Shares of Panera surged as much as 14% to $311.87 in afternoon trading.
"Our success for shareholders is the byproduct of our commitment to long-term decision making and operating in the interest of all stakeholders, including guests, associates, and franchisees," Panera Bread founder Ron Shaich said in a statement. "We believe this transaction with JAB offers the best way to continue to operate with this approach. We are pleased to join with JAB, a private investor with an equally long-term perspective, as well as a deep commitment to our strategic plan."
Added JAB Holdings CEO Olivier Goudet, ""We have long admired Ron and the incredible success story he has created at Panera. I have great respect for the strong business that he, together with his management team, its franchisees and its associates, has built."
Panera Bread is a logical fit for JAB Holdings, the growing food conglomerate that owns Krispy Kreme, Keurig, Peet's Coffee, among other assets. Joining forces with JAB could bring the Panera Brand overseas and leverage its top-flight digital ordering capabilities across many other channels.
Here is what JAB Holdings probably saw in Panera Bread other than a strong leader in Shaich.
No restaurant recession at Panera Bread because its brand is so strong.
While others in the restaurant space have struggled the past year due to cautious consumers, Panera has thrived in large part due to its marketing of healthier ingredients.
Panera Bread's fourth quarter same-store sales rose 3%, and by 4.2% on the year.
For the fourth quarter, Chipotle's (CMG - Get Report) comparable store sales fell 4.8%, and crashed 20.4% in 2016. McDonald's (MCD - Get Report) U.S. same-store sales dropped 1.3% in the fourth quarter, and rose a meager 1.8% for the year.
Panera Bread removed all artificial ingredients from its menu in January, and recently starting labeling soda fountains with sugar and calorie counts.
Panera has a huge opportunity in delivery.
The company had delivery in 15% of its over 2,000 stores at the end of 2016, and plans to have it in 35% to 40% of stores by the end of this year.
"We have a mass market opportunity in delivery -- salads and sandwiches travel really well," Shaich told TheStreet in a recent interview. Further, the company has also started to rack up big sales via digital ordering. About 24% of Panera's sales are now done digitally.
Panera is also in supermarkets, big-time.
The company sells packaged food products at over 12,000 retail locations and online. Panera At Home, as the company calls it, has grown to a pretty sizable business for a restaurant chain known for its artisan breads and hearty soups.
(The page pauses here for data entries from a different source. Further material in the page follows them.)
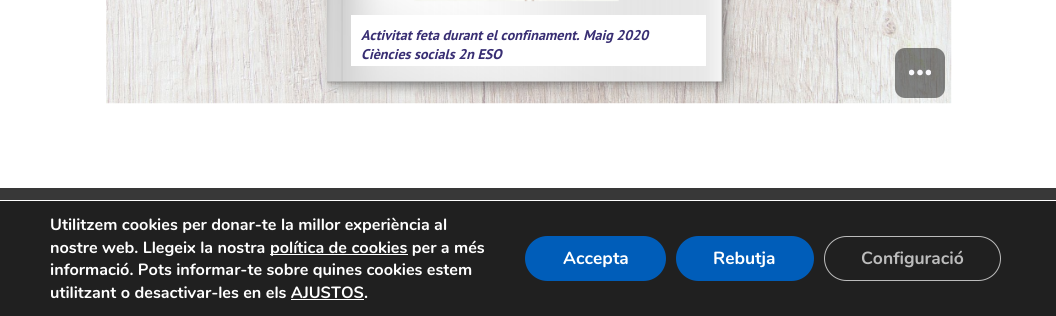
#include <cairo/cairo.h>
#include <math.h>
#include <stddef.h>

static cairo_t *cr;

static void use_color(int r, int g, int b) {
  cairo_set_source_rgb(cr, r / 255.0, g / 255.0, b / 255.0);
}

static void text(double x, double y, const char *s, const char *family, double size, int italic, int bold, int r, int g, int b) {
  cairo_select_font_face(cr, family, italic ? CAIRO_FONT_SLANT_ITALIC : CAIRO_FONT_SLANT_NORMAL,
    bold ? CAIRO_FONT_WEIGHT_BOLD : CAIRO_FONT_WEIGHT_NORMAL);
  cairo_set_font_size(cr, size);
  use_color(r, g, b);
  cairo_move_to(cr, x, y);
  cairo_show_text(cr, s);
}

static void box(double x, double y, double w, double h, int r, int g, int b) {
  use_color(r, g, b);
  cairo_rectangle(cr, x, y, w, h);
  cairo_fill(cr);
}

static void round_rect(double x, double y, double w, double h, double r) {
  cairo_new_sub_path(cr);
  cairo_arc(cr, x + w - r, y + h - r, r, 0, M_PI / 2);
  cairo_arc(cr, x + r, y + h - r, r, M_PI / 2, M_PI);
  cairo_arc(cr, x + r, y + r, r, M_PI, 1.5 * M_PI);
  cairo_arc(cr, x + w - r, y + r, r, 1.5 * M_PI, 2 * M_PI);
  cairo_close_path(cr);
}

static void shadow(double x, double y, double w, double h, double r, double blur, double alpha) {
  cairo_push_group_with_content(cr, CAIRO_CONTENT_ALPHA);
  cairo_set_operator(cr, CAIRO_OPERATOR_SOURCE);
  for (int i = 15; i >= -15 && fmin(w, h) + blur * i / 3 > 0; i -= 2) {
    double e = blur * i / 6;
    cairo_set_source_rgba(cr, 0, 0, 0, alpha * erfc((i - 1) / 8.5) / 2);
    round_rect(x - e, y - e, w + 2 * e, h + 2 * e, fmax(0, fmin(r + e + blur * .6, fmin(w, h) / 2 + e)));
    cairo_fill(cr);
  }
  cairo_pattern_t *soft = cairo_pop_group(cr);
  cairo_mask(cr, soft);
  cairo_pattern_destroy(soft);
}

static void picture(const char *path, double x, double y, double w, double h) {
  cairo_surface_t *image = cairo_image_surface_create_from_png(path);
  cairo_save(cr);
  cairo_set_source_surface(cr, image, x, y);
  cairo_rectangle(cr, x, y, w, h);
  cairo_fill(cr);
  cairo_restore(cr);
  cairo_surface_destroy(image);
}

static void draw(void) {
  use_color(255, 255, 255);
  cairo_paint(cr);
  picture("img_01.png", 106, 0, 846, 104);
  use_color(0, 0, 0);
  shadow(331, -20, 394, 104, 0, 6.5, 0.25);
  picture("img_02.png", 327, 0, 421, 103);
  picture("img_03.png", 341, 0, 2, 81);
  picture("img_04.png", 414, 0, 205, 2);
  box(351, 15, 355, 51, 255, 255, 255);
  cairo_set_source_rgba(cr, 0.071, 0.071, 0.071, 0.5);
  round_rect(895, 48, 50, 50, 10);
  cairo_fill(cr);
  picture("img_05.png", 909, 69, 22, 7);
  box(0, 188, 1056, 12, 56, 56, 56);
  box(0, 201, 1056, 115, 32, 32, 32);
  box(270, 254, 138, 1, 255, 255, 255);
  box(291, 299, 73, 1, 255, 255, 255);
  use_color(0, 93, 185);
  round_rect(525, 236, 141, 45, 22.5);
  cairo_fill(cr);
  round_rect(676, 236, 138, 45, 22.5);
  cairo_fill(cr);
  round_rect(824.5, 236.5, 176, 44, 22);
  use_color(188, 188, 188);
  cairo_set_line_width(cr, 1);
  cairo_stroke(cr);
  text(361, 40, "Activitat feta durant el confinament. Maig 2020", "PT Sans", 14.1, 1, 1, 56, 46, 115);
  text(361, 59, "Ciències socials 2n ESO", "PT Sans", 14.1, 1, 1, 56, 46, 115);
  text(50, 230, "Utilitzem cookies per donar-te la millor experiència al", "Nunito", 16.25, 0, 1, 255, 255, 255);
  text(50, 253, "nostre web. Llegeix la nostra", "Nunito", 16.25, 0, 1, 255, 255, 255);
  text(270, 253, "política de cookies per a més", "Nunito", 16.25, 0, 1, 255, 255, 255);
  text(50, 275, "informació. Pots informar-te sobre quines cookies estem", "Nunito", 16.25, 0, 1, 255, 255, 255);
  text(50, 298, "utilitzant o desactivar-les en els AJUSTOS.", "Nunito", 16.25, 0, 1, 255, 255, 255);
  text(563, 264, "Accepta", "Nunito", 17.5, 0, 1, 255, 255, 255);
  text(713, 264, "Rebutja", "Nunito", 17.5, 0, 1, 255, 255, 255);
  text(861, 264, "Configuració", "Nunito", 17.5, 0, 1, 188, 188, 188);
}

int main(void) {
  cairo_surface_t *surface = cairo_image_surface_create(CAIRO_FORMAT_RGB24, 1056, 316);
  cr = cairo_create(surface);
  cairo_font_options_t *options = cairo_font_options_create();
  cairo_font_options_set_hint_metrics(options, CAIRO_HINT_METRICS_OFF);
  cairo_font_options_set_hint_style(options, CAIRO_HINT_STYLE_NONE);
  cairo_set_font_options(cr, options);
  cairo_set_miter_limit(cr, 4);
  draw();
  cairo_surface_write_to_png(surface, "out.png");
  cairo_font_options_destroy(options);
  cairo_destroy(cr);
  cairo_surface_destroy(surface);
  return 0;
}
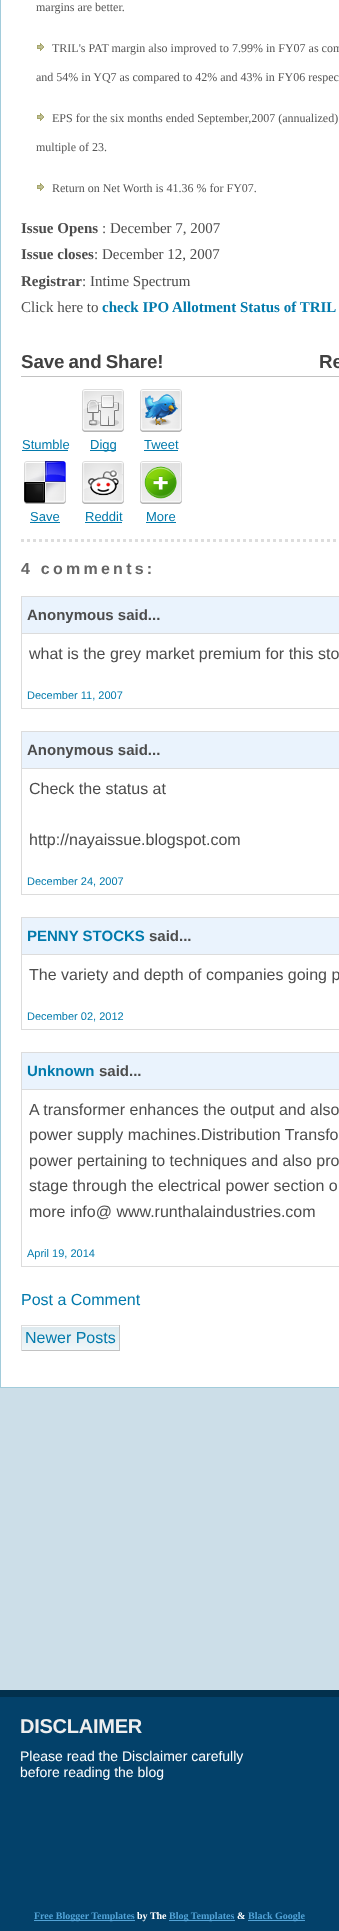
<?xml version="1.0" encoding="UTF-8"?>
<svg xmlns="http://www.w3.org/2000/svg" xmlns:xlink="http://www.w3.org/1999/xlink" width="339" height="1931">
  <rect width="100%" height="100%" fill="#ccdee8" />
  <rect x="0.5" y="-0.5" width="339" height="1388" fill="#ffffff" stroke="#a2ccdb" />
  <path d="M 21 540.5 h 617" fill="none" stroke="#dddddd" stroke-width="3" stroke-dasharray="3 3" />
  <image x="37" y="43" width="7" height="8" xlink:href="image1.png" />
  <image x="37" y="113" width="7" height="8" xlink:href="image1.png" />
  <image x="37" y="183" width="7" height="8" xlink:href="image1.png" />
  <rect x="22" y="450" width="46" height="1" fill="#027aac" />
  <image x="82" y="389" width="42" height="43" xlink:href="image2.png" />
  <rect x="90" y="450" width="26" height="1" fill="#027aac" />
  <image x="140" y="389" width="42" height="43" xlink:href="image3.png" />
  <rect x="144" y="450" width="34" height="1" fill="#027aac" />
  <image x="24" y="461" width="42" height="43" xlink:href="image4.png" />
  <rect x="30" y="522" width="30" height="1" fill="#027aac" />
  <image x="82" y="461" width="42" height="43" xlink:href="image5.png" />
  <rect x="85" y="522" width="37" height="1" fill="#027aac" />
  <image x="140" y="461" width="42" height="43" xlink:href="image6.png" />
  <rect x="146" y="522" width="30" height="1" fill="#027aac" />
  <rect x="21" y="376" width="318" height="1" fill="#c2c2c2" />
  <rect x="21.5" y="596.5" width="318" height="37" fill="#eaf3fd" stroke="#dcdcdc" />
  <rect x="21" y="634" width="1" height="51" fill="#dcdcdc" />
  <rect x="21" y="708" width="318" height="1" fill="#dcdcdc" />
  <rect x="21" y="683" width="1" height="26" fill="#dcdcdc" />
  <rect x="21.5" y="731.5" width="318" height="37" fill="#eaf3fd" stroke="#dcdcdc" />
  <rect x="21" y="769" width="1" height="102" fill="#dcdcdc" />
  <rect x="21" y="894" width="318" height="1" fill="#dcdcdc" />
  <rect x="21" y="869" width="1" height="26" fill="#dcdcdc" />
  <rect x="21.5" y="917.5" width="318" height="37" fill="#eaf3fd" stroke="#dcdcdc" />
  <rect x="21" y="955" width="1" height="51" fill="#dcdcdc" />
  <rect x="21" y="1029" width="318" height="1" fill="#dcdcdc" />
  <rect x="21" y="1004" width="1" height="26" fill="#dcdcdc" />
  <rect x="21.5" y="1052.5" width="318" height="37" fill="#eaf3fd" stroke="#dcdcdc" />
  <rect x="21" y="1090" width="1" height="153" fill="#dcdcdc" />
  <rect x="21" y="1266" width="318" height="1" fill="#dcdcdc" />
  <rect x="21" y="1241" width="1" height="26" fill="#dcdcdc" />
  <image x="22" y="1327" width="97" height="23" xlink:href="image7.png" />
  <rect x="21" y="1325" width="99" height="1" fill="#dddddd" />
  <rect x="119" y="1325" width="1" height="26" fill="#c2c2c2" />
  <rect x="21" y="1350" width="99" height="1" fill="#c2c2c2" />
  <rect x="21" y="1325" width="1" height="26" fill="#dddddd" />
  <rect y="1697" width="339" height="234" fill="#03416a" />
  <rect y="1690" width="339" height="7" fill="#02304d" />
  <rect x="34" y="1920" width="101" height="1" fill="#52a3d7" />
  <rect x="169" y="1920" width="66" height="1" fill="#52a3d7" />
  <rect x="248" y="1920" width="57" height="1" fill="#52a3d7" />
  <text x="36" y="11" style="font-family: Liberation Serif; font-size: 12px; fill: #555555">margins are better.</text>
  <text x="52" y="52" style="font-family: Liberation Serif; font-size: 12px; fill: #555555">TRIL's PAT margin also improved to 7.99% in FY07 as com</text>
  <text x="36" y="81" style="font-family: Liberation Serif; font-size: 12px; fill: #555555">and 54% in YQ7 as compared to 42% and 43% in FY06 respec</text>
  <text x="52" y="122" style="font-family: Liberation Serif; font-size: 12px; fill: #555555">EPS for the six months ended September,2007 (annualized)</text>
  <text x="36" y="151" style="font-family: Liberation Serif; font-size: 12px; fill: #555555">multiple of 23.</text>
  <text x="52" y="192" style="font-family: Liberation Serif; font-size: 12px; fill: #555555">Return on Net Worth is 41.36 % for FY07.</text>
  <text x="21" y="233" style="font-family: Liberation Serif; font-size: 15px; font-weight: bold; fill: #4c4c4c">Issue Opens</text>
  <text x="102" y="233" style="font-family: Liberation Serif; font-size: 15px; fill: #4c4c4c">: December 7, 2007</text>
  <text x="21" y="259" style="font-family: Liberation Serif; font-size: 15px; font-weight: bold; fill: #4c4c4c">Issue closes</text>
  <text x="94" y="259" style="font-family: Liberation Serif; font-size: 15px; fill: #4c4c4c">: December 12, 2007</text>
  <text x="21" y="286" style="font-family: Liberation Serif; font-size: 15px; font-weight: bold; fill: #4c4c4c">Registrar</text>
  <text x="82" y="286" style="font-family: Liberation Serif; font-size: 15px; fill: #4c4c4c">: Intime Spectrum</text>
  <text x="21" y="312" style="font-family: Liberation Serif; font-size: 15px; fill: #4c4c4c">Click here to</text>
  <text x="102" y="312" style="font-family: Liberation Serif; font-size: 15px; font-weight: bold; fill: #027aac">check IPO Allotment Status of TRIL</text>
  <text x="21" y="368" word-spacing="-1" style="font-family: Liberation Sans; font-size: 18.75px; font-weight: bold; letter-spacing: -0.1px; fill: #414141">Save and Share!</text>
  <text x="22" y="449" style="font-family: Liberation Sans; font-size: 13px; fill: #027aac">Stumble</text>
  <text x="90" y="449" style="font-family: Liberation Sans; font-size: 13px; fill: #027aac">Digg</text>
  <text x="144" y="449" style="font-family: Liberation Sans; font-size: 13px; fill: #027aac">Tweet</text>
  <text x="30" y="521" style="font-family: Liberation Sans; font-size: 13px; fill: #027aac">Save</text>
  <text x="85" y="521" style="font-family: Liberation Sans; font-size: 13px; fill: #027aac">Reddit</text>
  <text x="146" y="521" style="font-family: Liberation Sans; font-size: 13px; fill: #027aac">More</text>
  <text x="319" y="368" word-spacing="-1" style="font-family: Liberation Sans; font-size: 18.75px; font-weight: bold; letter-spacing: -0.1px; fill: #414141">Re</text>
  <text x="21" y="574" style="font-family: Liberation Sans; font-size: 16px; font-weight: bold; letter-spacing: 3.25px; fill: #666666">4 comments:</text>
  <text x="27" y="620" style="font-family: Liberation Sans; font-size: 15px; font-weight: bold; fill: #4c4c4c">Anonymous said...</text>
  <text x="29" y="659" style="font-family: Liberation Sans; font-size: 16px; fill: #4c4c4c">what is the grey market premium for this sto</text>
  <text x="27" y="699" style="font-family: Liberation Sans; font-size: 11px; fill: #027aac">December 11, 2007</text>
  <text x="27" y="755" style="font-family: Liberation Sans; font-size: 15px; font-weight: bold; fill: #4c4c4c">Anonymous said...</text>
  <text x="29" y="794" style="font-family: Liberation Sans; font-size: 16px; fill: #4c4c4c">Check the status at</text>
  <text x="29" y="845" style="font-family: Liberation Sans; font-size: 16px; fill: #4c4c4c">http://nayaissue.blogspot.com</text>
  <text x="27" y="885" style="font-family: Liberation Sans; font-size: 11px; fill: #027aac">December 24, 2007</text>
  <text x="27" y="941" style="font-family: Liberation Sans; font-size: 15px; font-weight: bold; fill: #027aac">PENNY STOCKS</text>
  <text x="149" y="941" style="font-family: Liberation Sans; font-size: 15px; font-weight: bold; fill: #4c4c4c">said...</text>
  <text x="29" y="980" style="font-family: Liberation Sans; font-size: 16px; fill: #4c4c4c">The variety and depth of companies going p</text>
  <text x="27" y="1020" style="font-family: Liberation Sans; font-size: 11px; fill: #027aac">December 02, 2012</text>
  <text x="27" y="1076" style="font-family: Liberation Sans; font-size: 15px; font-weight: bold; fill: #027aac">Unknown</text>
  <text x="99" y="1076" style="font-family: Liberation Sans; font-size: 15px; font-weight: bold; fill: #4c4c4c">said...</text>
  <text x="29" y="1115" style="font-family: Liberation Sans; font-size: 16px; fill: #4c4c4c">A transformer enhances the output and also</text>
  <text x="29" y="1140" style="font-family: Liberation Sans; font-size: 16px; fill: #4c4c4c">power supply machines.Distribution Transfo</text>
  <text x="29" y="1166" style="font-family: Liberation Sans; font-size: 16px; fill: #4c4c4c">power pertaining to techniques and also pro</text>
  <text x="29" y="1191" style="font-family: Liberation Sans; font-size: 16px; fill: #4c4c4c">stage through the electrical power section o</text>
  <text x="29" y="1217" style="font-family: Liberation Sans; font-size: 16px; fill: #4c4c4c">more info@ www.runthalaindustries.com</text>
  <text x="27" y="1257" style="font-family: Liberation Sans; font-size: 11px; fill: #027aac">April 19, 2014</text>
  <text x="21" y="1305" style="font-family: Liberation Sans; font-size: 16px; fill: #027aac">Post a Comment</text>
  <text x="25" y="1343" style="font-family: Liberation Sans; font-size: 16px; fill: #027aac">Newer Posts</text>
  <text x="20" y="1733" style="font-family: Liberation Sans; font-size: 20px; font-weight: bold; letter-spacing: -0.25px; fill: #eeeeee">DISCLAIMER</text>
  <text x="20" y="1761" style="font-family: Liberation Sans; font-size: 14px; fill: #ffffff">Please read the Disclaimer carefully</text>
  <text x="20" y="1777" style="font-family: Liberation Sans; font-size: 14px; fill: #ffffff">before reading the blog</text>
  <text x="34" y="1919" style="font-family: Liberation Serif; font-size: 10px; font-weight: bold; fill: #52a3d7">Free Blogger Templates</text>
  <text x="137" y="1919" style="font-family: Liberation Serif; font-size: 10px; font-weight: bold; fill: #ffffff">by The</text>
  <text x="169" y="1919" style="font-family: Liberation Serif; font-size: 10px; font-weight: bold; fill: #52a3d7">Blog Templates</text>
  <text x="237" y="1919" style="font-family: Liberation Serif; font-size: 10px; font-weight: bold; fill: #ffffff">&amp;</text>
  <text x="248" y="1919" style="font-family: Liberation Serif; font-size: 10px; font-weight: bold; fill: #52a3d7">Black Google</text>
</svg>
Said Shaich in an interview with TheStreet last year, "When I go into a supermarket, I don't see any of the large food manufacturers -- from Kraft Heinz (KHC - Get Report) to Campbell's Soup (CPB - Get Report) to Nestle to General Mills (GIS - Get Report) -- who are taking a comprehensive approach [to improving ingredients]. These guys are picking certain product lines to improve, or certain ingredients such as removing artificial colors but not flavors."